**AVAILABLE RECORDS**:
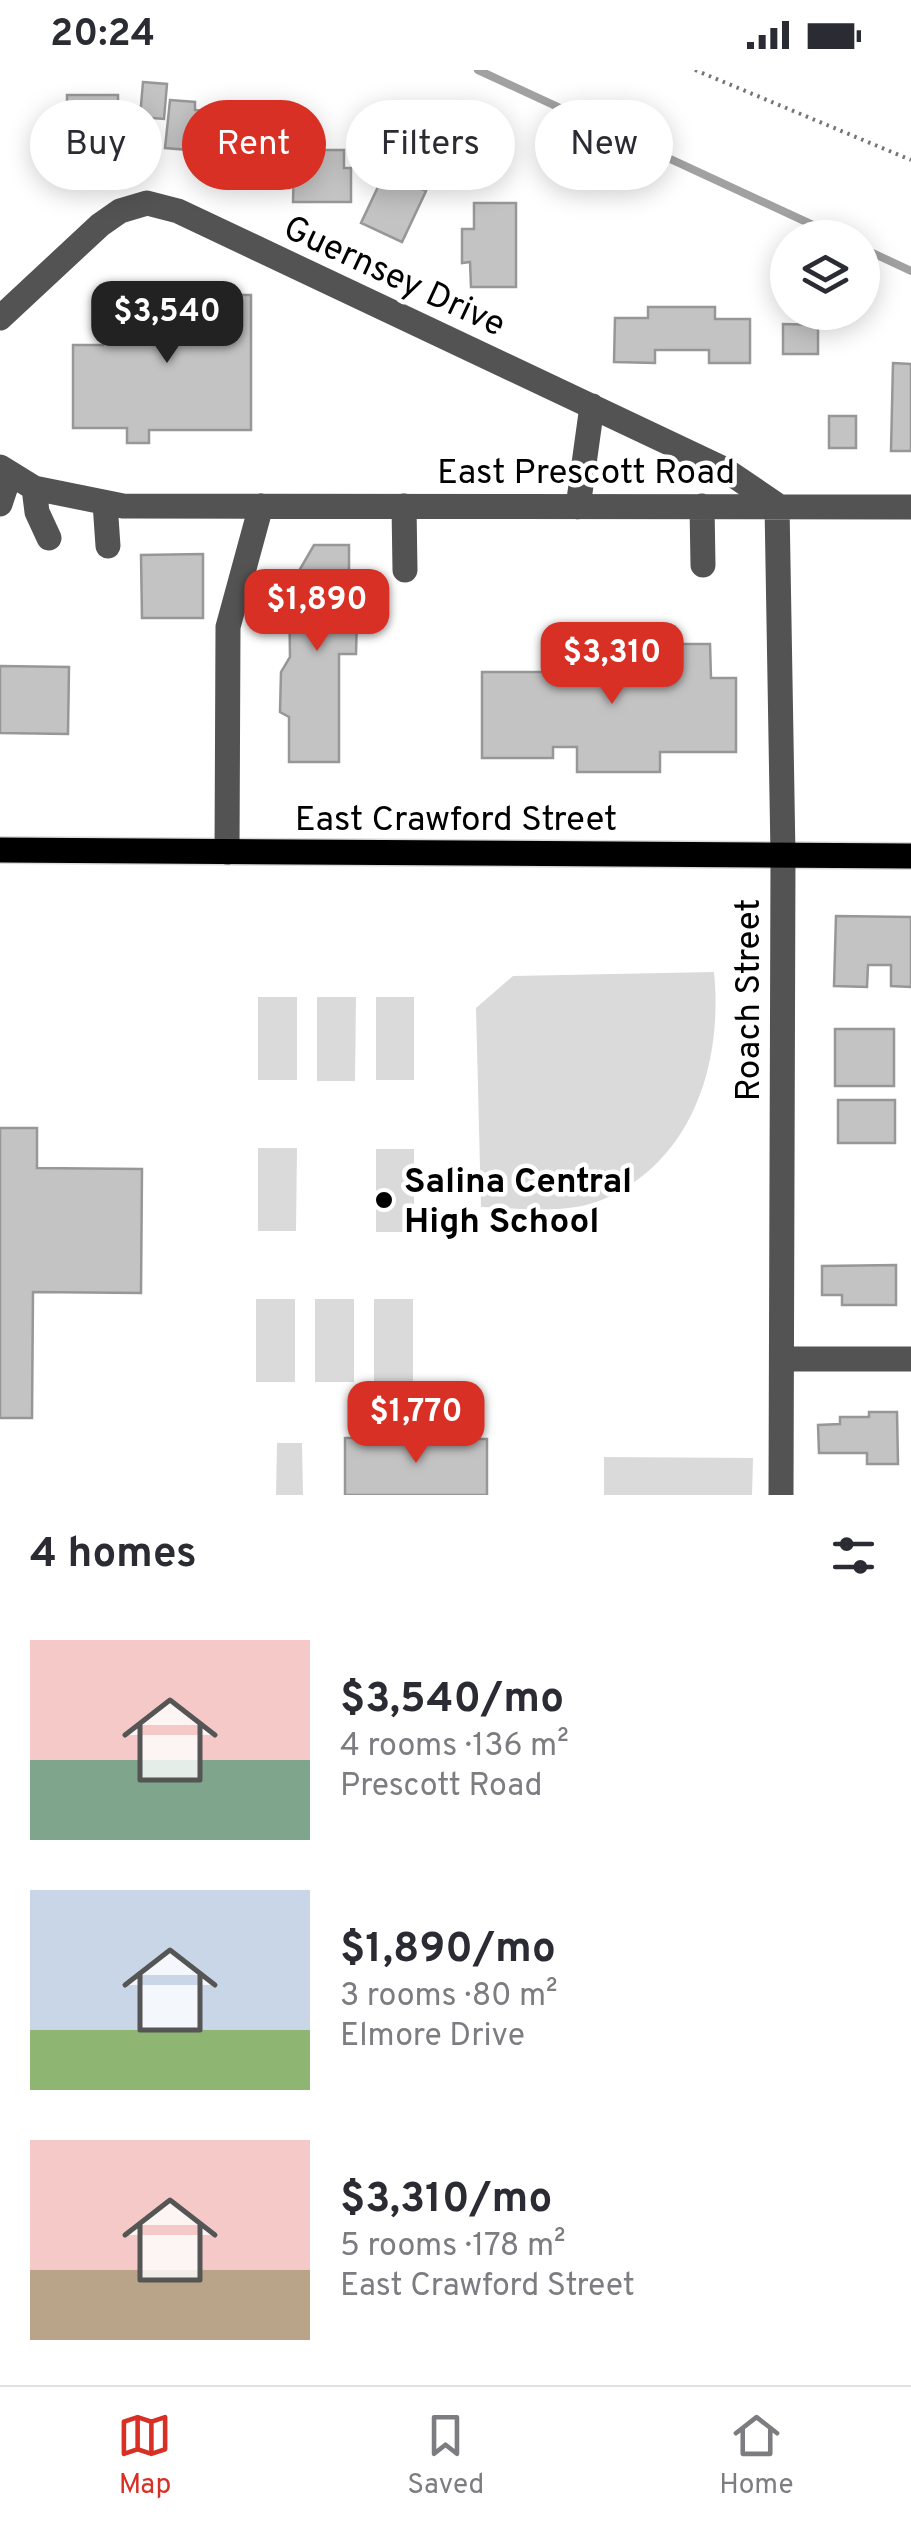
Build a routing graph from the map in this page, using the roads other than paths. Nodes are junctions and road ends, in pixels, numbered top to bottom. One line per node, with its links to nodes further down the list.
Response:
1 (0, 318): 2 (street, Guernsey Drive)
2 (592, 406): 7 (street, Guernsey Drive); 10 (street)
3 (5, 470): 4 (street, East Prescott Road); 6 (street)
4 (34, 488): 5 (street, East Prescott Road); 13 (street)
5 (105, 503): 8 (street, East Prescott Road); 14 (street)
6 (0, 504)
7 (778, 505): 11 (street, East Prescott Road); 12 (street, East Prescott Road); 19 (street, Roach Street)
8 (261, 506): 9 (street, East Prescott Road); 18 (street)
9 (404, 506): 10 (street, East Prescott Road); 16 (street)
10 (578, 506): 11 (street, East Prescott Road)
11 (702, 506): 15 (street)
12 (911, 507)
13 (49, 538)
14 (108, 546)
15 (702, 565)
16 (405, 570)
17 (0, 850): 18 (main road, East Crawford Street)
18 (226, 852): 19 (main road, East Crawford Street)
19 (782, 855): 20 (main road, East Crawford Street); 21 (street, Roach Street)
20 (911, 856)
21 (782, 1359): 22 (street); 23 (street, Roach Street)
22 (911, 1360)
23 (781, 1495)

---

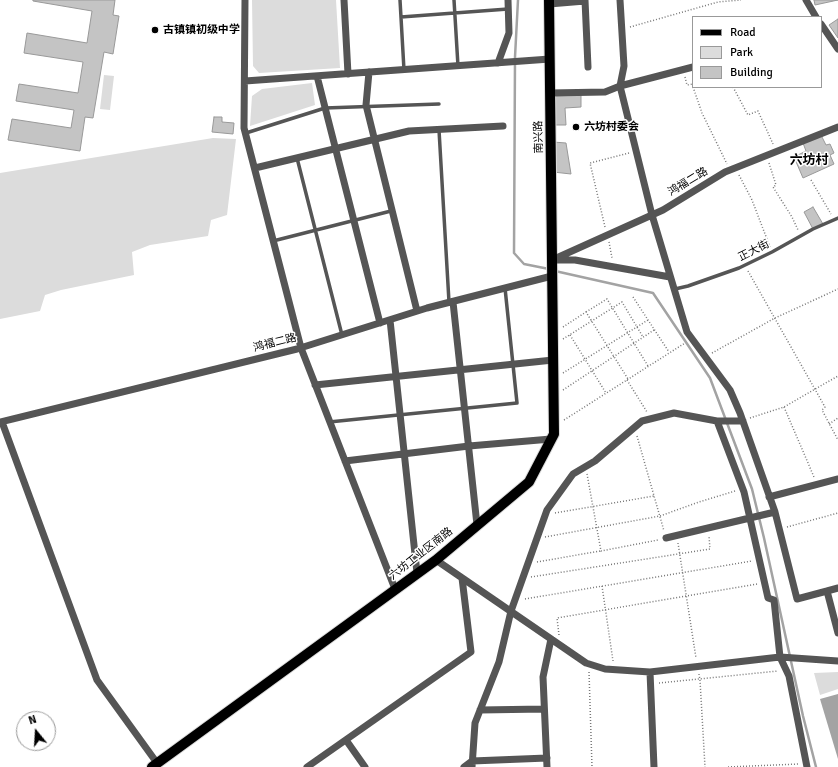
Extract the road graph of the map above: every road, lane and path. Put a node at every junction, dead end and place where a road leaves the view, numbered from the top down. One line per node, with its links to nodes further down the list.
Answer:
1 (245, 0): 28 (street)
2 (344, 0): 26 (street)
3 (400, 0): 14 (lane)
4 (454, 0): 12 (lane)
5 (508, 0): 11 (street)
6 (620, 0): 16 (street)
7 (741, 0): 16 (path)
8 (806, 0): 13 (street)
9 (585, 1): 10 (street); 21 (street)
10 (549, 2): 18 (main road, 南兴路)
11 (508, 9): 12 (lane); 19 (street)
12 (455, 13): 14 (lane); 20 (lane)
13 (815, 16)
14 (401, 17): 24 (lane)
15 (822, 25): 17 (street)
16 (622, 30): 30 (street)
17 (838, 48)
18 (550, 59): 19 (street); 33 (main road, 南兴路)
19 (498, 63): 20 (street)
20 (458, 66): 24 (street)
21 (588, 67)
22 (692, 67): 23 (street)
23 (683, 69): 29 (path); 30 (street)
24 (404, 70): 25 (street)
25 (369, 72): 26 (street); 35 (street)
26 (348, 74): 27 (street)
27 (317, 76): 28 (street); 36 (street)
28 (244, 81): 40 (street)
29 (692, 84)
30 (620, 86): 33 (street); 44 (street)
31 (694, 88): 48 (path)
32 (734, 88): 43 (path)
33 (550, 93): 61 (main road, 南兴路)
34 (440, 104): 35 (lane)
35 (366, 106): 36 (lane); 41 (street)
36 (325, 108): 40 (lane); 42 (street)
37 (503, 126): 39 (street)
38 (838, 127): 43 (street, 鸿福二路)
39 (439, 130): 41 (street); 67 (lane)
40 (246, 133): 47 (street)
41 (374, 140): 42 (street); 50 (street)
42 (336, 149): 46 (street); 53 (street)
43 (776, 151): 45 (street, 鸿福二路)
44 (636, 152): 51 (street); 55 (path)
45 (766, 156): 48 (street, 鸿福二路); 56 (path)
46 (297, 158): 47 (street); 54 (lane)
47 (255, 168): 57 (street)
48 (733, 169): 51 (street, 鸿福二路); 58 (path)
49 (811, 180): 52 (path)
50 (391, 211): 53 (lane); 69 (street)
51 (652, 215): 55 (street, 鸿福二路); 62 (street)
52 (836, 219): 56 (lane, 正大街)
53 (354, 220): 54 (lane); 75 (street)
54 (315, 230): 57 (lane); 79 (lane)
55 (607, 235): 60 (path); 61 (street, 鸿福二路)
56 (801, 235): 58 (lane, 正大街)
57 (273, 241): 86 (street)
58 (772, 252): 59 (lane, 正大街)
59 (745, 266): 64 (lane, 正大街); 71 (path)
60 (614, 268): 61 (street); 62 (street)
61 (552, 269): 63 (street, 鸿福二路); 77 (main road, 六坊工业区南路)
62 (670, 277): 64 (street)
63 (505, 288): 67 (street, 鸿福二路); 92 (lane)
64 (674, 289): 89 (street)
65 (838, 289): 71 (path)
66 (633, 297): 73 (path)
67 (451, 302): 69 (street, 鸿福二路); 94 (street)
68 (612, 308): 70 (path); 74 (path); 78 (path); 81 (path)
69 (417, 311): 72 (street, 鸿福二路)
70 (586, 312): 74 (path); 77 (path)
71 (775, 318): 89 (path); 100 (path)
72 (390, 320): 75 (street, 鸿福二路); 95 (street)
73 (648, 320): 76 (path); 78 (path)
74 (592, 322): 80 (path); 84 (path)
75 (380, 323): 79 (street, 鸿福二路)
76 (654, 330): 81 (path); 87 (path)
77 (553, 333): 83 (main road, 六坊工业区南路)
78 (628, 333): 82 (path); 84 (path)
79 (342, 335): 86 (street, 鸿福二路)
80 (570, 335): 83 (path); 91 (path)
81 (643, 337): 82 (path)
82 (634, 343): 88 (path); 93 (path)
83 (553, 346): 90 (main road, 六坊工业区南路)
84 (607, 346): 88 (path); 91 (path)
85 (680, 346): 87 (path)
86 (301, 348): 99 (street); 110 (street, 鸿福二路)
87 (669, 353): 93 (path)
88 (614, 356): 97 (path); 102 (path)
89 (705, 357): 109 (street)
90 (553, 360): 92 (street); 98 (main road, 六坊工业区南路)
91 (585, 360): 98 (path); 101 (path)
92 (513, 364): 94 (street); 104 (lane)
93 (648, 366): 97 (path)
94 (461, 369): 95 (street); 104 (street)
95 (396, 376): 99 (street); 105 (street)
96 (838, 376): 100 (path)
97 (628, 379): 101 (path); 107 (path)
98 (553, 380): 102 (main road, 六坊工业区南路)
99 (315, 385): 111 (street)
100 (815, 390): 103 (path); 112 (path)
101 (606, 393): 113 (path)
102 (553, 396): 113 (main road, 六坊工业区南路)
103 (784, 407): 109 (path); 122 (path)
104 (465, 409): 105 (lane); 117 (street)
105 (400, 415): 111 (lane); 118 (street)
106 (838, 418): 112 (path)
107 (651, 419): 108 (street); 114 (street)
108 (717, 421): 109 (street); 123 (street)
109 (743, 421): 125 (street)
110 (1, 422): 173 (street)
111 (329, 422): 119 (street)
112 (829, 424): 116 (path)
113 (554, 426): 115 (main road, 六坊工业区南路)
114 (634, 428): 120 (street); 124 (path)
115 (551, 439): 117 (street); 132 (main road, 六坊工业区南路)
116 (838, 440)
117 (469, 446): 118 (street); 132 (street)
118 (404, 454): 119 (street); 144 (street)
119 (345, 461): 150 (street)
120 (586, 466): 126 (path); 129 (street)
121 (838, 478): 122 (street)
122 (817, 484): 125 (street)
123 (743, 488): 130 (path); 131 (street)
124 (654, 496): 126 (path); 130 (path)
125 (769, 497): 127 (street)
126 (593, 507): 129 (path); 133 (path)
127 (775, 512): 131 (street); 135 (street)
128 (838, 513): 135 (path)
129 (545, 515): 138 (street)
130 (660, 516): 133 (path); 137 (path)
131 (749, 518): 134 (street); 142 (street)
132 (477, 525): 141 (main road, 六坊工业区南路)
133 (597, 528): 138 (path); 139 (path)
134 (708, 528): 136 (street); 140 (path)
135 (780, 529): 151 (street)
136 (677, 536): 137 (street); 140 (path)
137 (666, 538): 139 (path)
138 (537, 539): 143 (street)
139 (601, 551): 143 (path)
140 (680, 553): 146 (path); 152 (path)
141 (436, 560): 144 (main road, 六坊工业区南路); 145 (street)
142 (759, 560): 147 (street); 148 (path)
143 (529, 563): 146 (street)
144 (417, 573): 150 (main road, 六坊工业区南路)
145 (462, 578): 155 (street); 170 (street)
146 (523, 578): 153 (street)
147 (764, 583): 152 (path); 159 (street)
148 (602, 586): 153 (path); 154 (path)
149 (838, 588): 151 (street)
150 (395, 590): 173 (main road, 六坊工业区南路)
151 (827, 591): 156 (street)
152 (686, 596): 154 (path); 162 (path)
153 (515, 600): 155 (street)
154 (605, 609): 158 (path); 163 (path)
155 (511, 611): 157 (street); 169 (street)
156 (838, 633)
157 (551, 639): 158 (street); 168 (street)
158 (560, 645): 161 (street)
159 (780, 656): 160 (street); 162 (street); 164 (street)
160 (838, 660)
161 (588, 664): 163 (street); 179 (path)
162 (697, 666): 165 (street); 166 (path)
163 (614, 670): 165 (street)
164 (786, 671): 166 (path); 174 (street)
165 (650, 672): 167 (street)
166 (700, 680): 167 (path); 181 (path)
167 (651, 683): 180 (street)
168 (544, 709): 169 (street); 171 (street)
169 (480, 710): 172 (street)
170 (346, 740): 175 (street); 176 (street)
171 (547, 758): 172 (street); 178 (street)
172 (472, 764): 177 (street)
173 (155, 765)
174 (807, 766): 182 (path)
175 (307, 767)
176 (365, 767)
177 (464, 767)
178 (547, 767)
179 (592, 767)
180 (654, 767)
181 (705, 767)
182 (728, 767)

--

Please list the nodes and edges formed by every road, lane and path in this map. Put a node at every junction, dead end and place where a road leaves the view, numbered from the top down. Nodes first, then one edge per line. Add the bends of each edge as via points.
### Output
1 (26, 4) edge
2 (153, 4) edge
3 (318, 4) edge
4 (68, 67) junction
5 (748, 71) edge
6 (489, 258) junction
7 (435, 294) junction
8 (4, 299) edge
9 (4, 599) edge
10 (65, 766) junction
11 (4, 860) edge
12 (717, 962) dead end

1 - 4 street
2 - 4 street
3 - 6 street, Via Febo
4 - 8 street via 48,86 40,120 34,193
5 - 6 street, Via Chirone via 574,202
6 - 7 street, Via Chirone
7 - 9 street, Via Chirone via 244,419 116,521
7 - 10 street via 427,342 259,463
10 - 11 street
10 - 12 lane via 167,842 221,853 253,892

**EXERCISE GOAL**:
On how many lines of the records above does the word "from" appear? Answer with only that number.

**EXERCISE SOLUTION**:
3